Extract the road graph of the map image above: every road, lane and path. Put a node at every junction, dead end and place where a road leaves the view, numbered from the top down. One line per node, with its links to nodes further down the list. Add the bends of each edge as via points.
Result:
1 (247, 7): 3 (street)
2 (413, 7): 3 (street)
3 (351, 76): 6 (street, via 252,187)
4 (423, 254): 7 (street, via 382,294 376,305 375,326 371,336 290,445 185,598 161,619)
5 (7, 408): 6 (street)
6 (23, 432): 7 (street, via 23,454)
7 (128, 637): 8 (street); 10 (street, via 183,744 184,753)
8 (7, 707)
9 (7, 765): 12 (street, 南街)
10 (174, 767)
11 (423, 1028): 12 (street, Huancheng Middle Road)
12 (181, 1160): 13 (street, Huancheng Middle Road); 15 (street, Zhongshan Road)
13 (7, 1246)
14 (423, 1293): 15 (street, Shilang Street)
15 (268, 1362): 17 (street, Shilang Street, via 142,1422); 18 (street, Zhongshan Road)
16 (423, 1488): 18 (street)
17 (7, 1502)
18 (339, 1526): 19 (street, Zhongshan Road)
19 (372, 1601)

+--

Every record must be transcribed exactly as written.

**COMPLETED EXERCISE:**
Extract the road graph of the map image above: every road, lane and path. Put a node at every junction, dead end and place where a road leaves the view, numbered from the top down. One line per node, with its links to nodes further down the list. Add the bends of each edge as via points.
Result:
1 (247, 7): 3 (street)
2 (413, 7): 3 (street)
3 (351, 76): 6 (street, via 252,187)
4 (423, 254): 7 (street, via 382,294 376,305 375,326 371,336 290,445 185,598 161,619)
5 (7, 408): 6 (street)
6 (23, 432): 7 (street, via 23,454)
7 (128, 637): 8 (street); 10 (street, via 183,744 184,753)
8 (7, 707)
9 (7, 765): 12 (street, 南街)
10 (174, 767)
11 (423, 1028): 12 (street, Huancheng Middle Road)
12 (181, 1160): 13 (street, Huancheng Middle Road); 15 (street, Zhongshan Road)
13 (7, 1246)
14 (423, 1293): 15 (street, Shilang Street)
15 (268, 1362): 17 (street, Shilang Street, via 142,1422); 18 (street, Zhongshan Road)
16 (423, 1488): 18 (street)
17 (7, 1502)
18 (339, 1526): 19 (street, Zhongshan Road)
19 (372, 1601)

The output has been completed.